The link between HLA genes and autoimmunity was uncovered 30 years ago. No mechanistic explanation has been provided for this association, yet. In the context of type 1 diabetes, the association between disease and HLA is limited to a single polymorphism at position 57 of the β chain where a normal aspartic acid is replaced by a serine or an alanine, creating a positively charged exposed surface patch. We have determined that this alteration of the MHC molecule was leading the selection of T cell receptors capable of recognizing this part of the MHC. As a consequence, the affinity of these particular TCRs is increased.
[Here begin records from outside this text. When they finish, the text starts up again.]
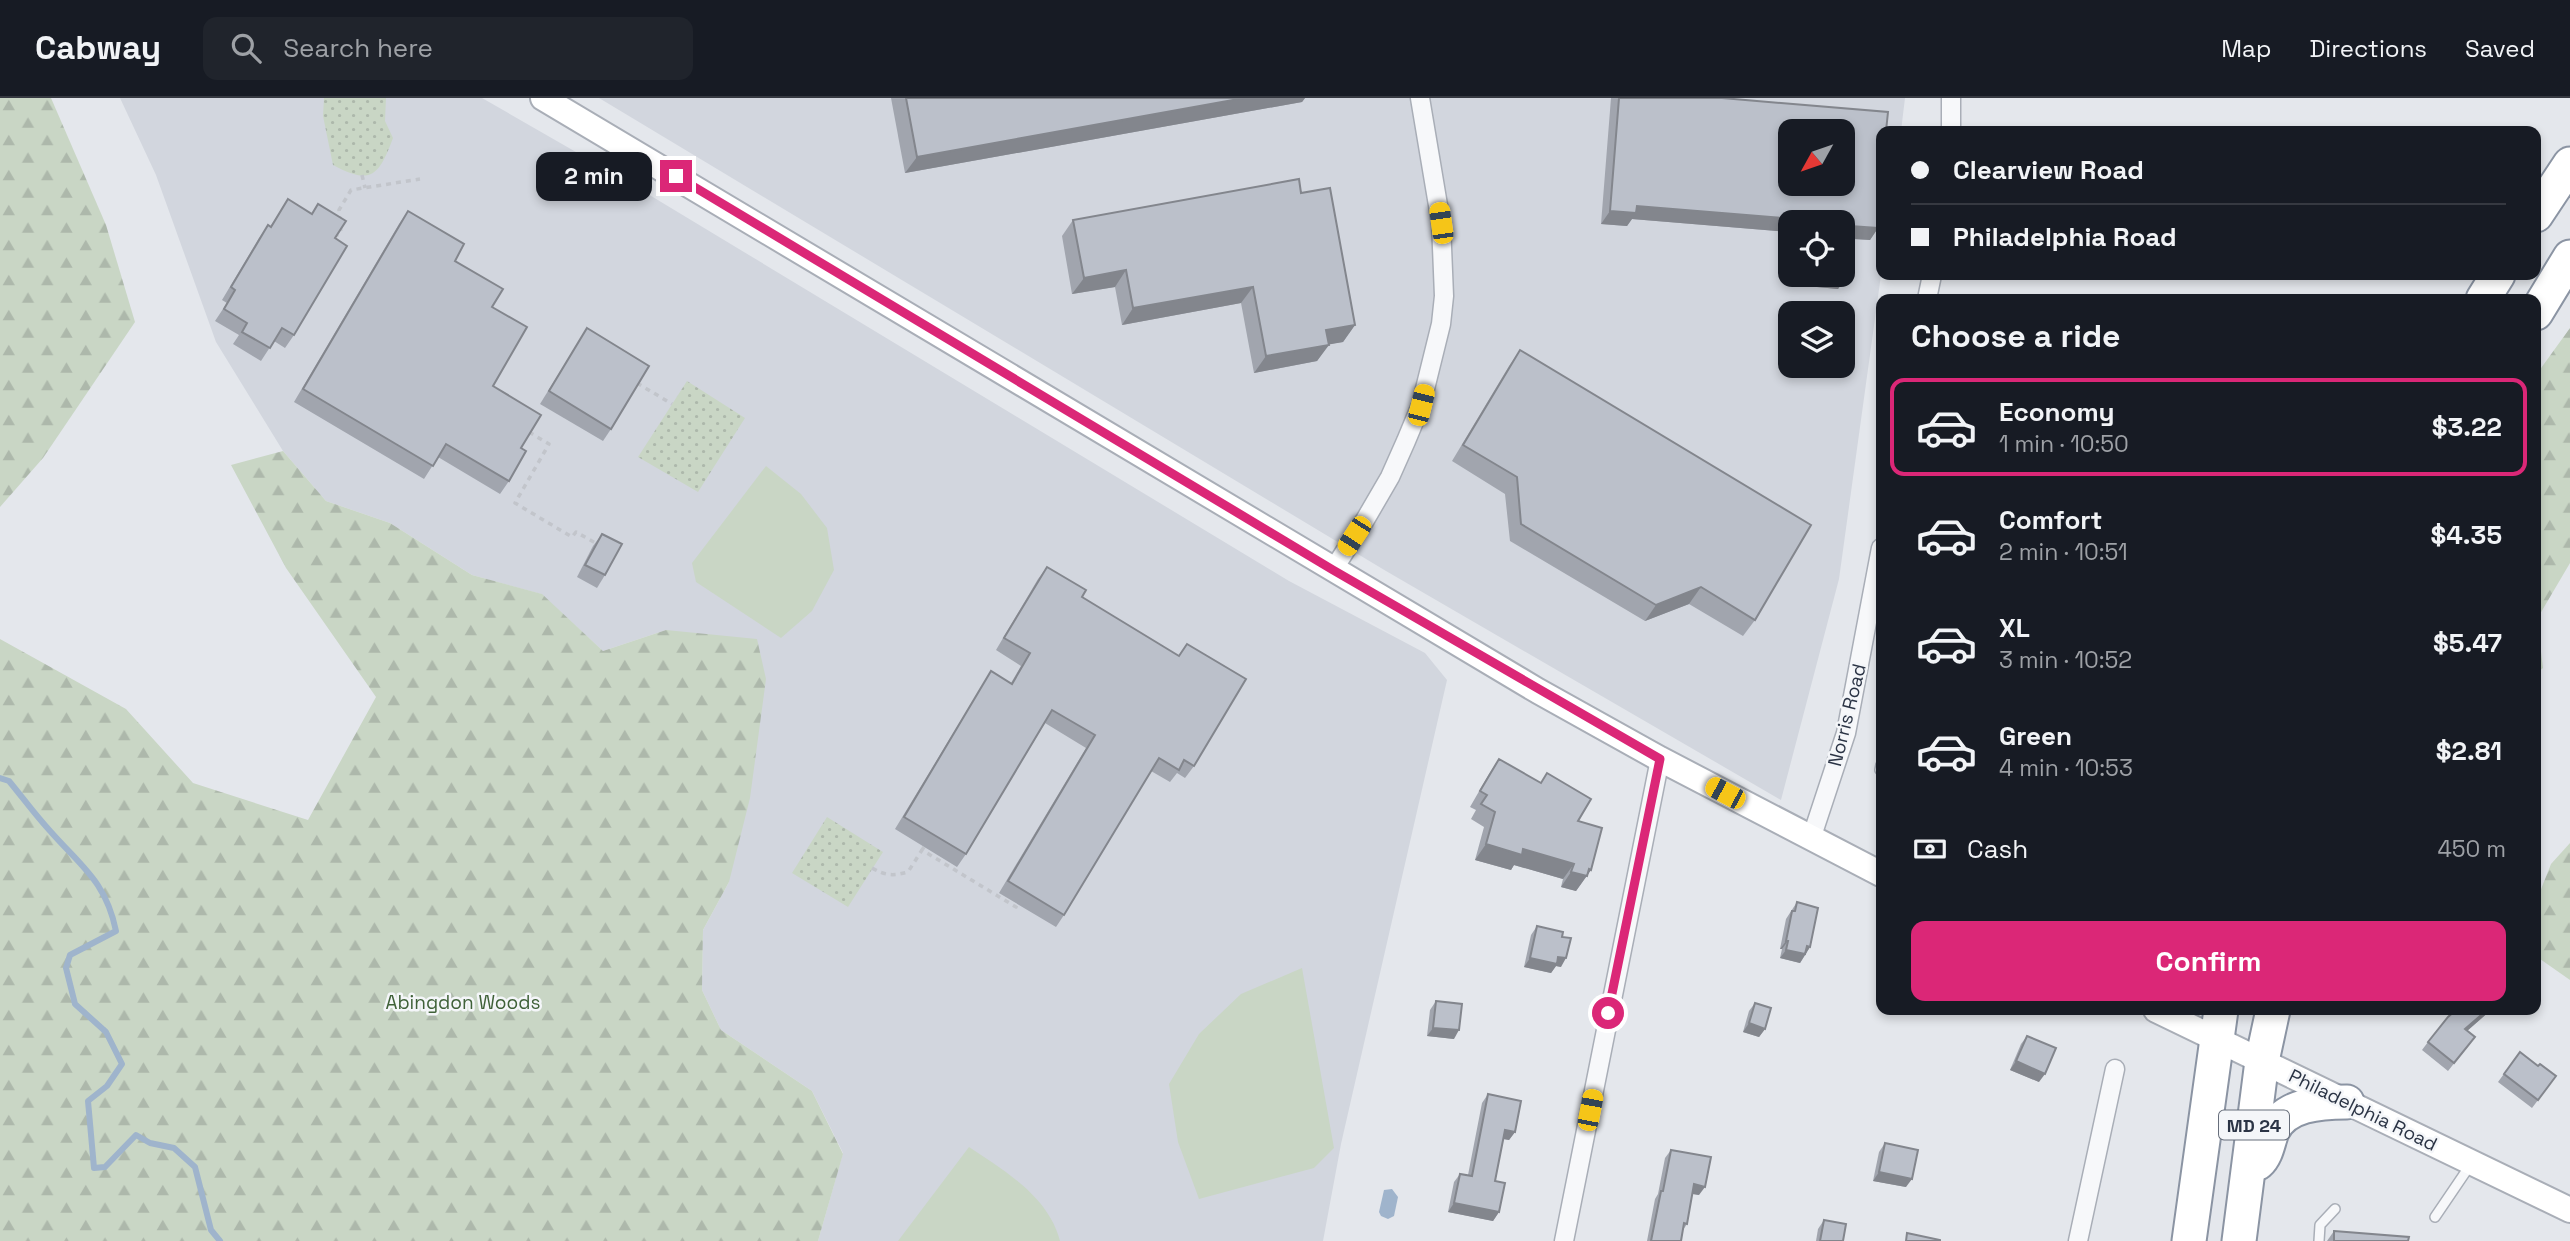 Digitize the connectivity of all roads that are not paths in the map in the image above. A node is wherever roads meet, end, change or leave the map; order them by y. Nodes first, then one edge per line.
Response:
1 (543, 98) edge
2 (1420, 98) edge
3 (1951, 98) edge
4 (1951, 126) edge
5 (2570, 164) edge
6 (2541, 208) edge
7 (2570, 257) edge
8 (2541, 305) edge
9 (1333, 570) junction
10 (1876, 587) edge
11 (1660, 759) junction
12 (1811, 839) junction
13 (1876, 872) edge
14 (2179, 1015) edge
15 (2272, 1015) edge
16 (2219, 1024) edge
17 (2262, 1061) junction
18 (2115, 1069) dead end
19 (2347, 1102) junction
20 (2472, 1163) junction
21 (2249, 1171) junction
22 (2335, 1209) dead end
23 (2570, 1210) edge
24 (2435, 1217) dead end
25 (1564, 1241) edge
26 (2078, 1241) edge
27 (2189, 1241) edge
28 (2239, 1241) edge
29 (2319, 1241) edge

1 - 9 main road
2 - 9 street
3 - 4 street
5 - 6 highway
7 - 8 highway
9 - 11 main road
10 - 12 street, Norris Road
11 - 12 main road
11 - 25 street
12 - 13 main road
14 - 16 main road, Philadelphia Road
15 - 17 highway, MD 24
16 - 17 main road, Philadelphia Road
16 - 27 highway, MD 24
17 - 19 main road, Philadelphia Road
17 - 21 highway, MD 24
18 - 26 street
19 - 20 main road, Philadelphia Road
19 - 21 highway
20 - 23 main road, Philadelphia Road
20 - 24 lane
21 - 28 highway, MD 24
22 - 29 lane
We have now, using a combination of transgenic and knockout animals, demonstrated that this unique mode of MHC recognition by TCR was relevant in vivo for the development of disease. This discovery allows the rational design of anti-HLA-DQ8 antibodies and small molecules as a therapeutic approach for the prevention of autoimmunity in type 1 diabetes.

3)  CD1 Molecules and Lipid Presentation

Lipids and glycolipids are recognized by T cells when presented by MHC-like molecules called CD1. We have studied presentation and recognition of lipid antigens for two decades, focusing our interests on a small population of regulatory T cells called NKT cells. These cells are of particular interest in immunology and therapeutics because they regulate the initial phase of all immune responses by controlling the differentiation of dendritic cells, the recruitment of NK cells, CD4 and CD8 T cells, and helping directly B cells in their maturation. These studies have led to a large body of work that examined the thymic selection of NKT cells, their peripheral mode of activation, the loading of glycolipids onto CD1, and finally the identification of the natural endogenous ligands that allow selection and activation of these cells. We have experimented the activation of NKT cells in human as an adjuvant of immunity. Whilst, the effect was remarkable on the breadth and amplitude of the immune response, transport to the liver of the activating glycolipids led to side effects. We are currently exploring new delivery modes to limit transport to the liver, or, as an alternative approach, the in vivo modulation of endogenous ligands by inhibition of their catabolic enzymes.

4)  Vaccination

The efforts of developing vaccines against microbes that spontaneously do not lead to protective immunity have been disappointing. The limitations of the empirical way of developing vaccines will only be overcome if we translate our understanding of antigen presentation, coordination of CD4, CD8 and B cell responses, and elicitation of T and B cell memory to the design of the components that are mixed together to produce synthetic vaccines. We have examined these challenges in the most difficult context of trying to produce anti-glycan-based vaccines. Glycan are the prototypic T cell-independent antigens. We have decided to render them (the glycans), T cell-dependent by allowing their direct presentation to T cells. We have succeeded in this approach for two prototypic microbial sugars and elicited high affinity, protective and long-lasting immune responses specific of each microbe. The same approach is now used to develop potential vaccines against a host of emerging pathogens. The basic immunological principles that support this approach are studied at the structural level.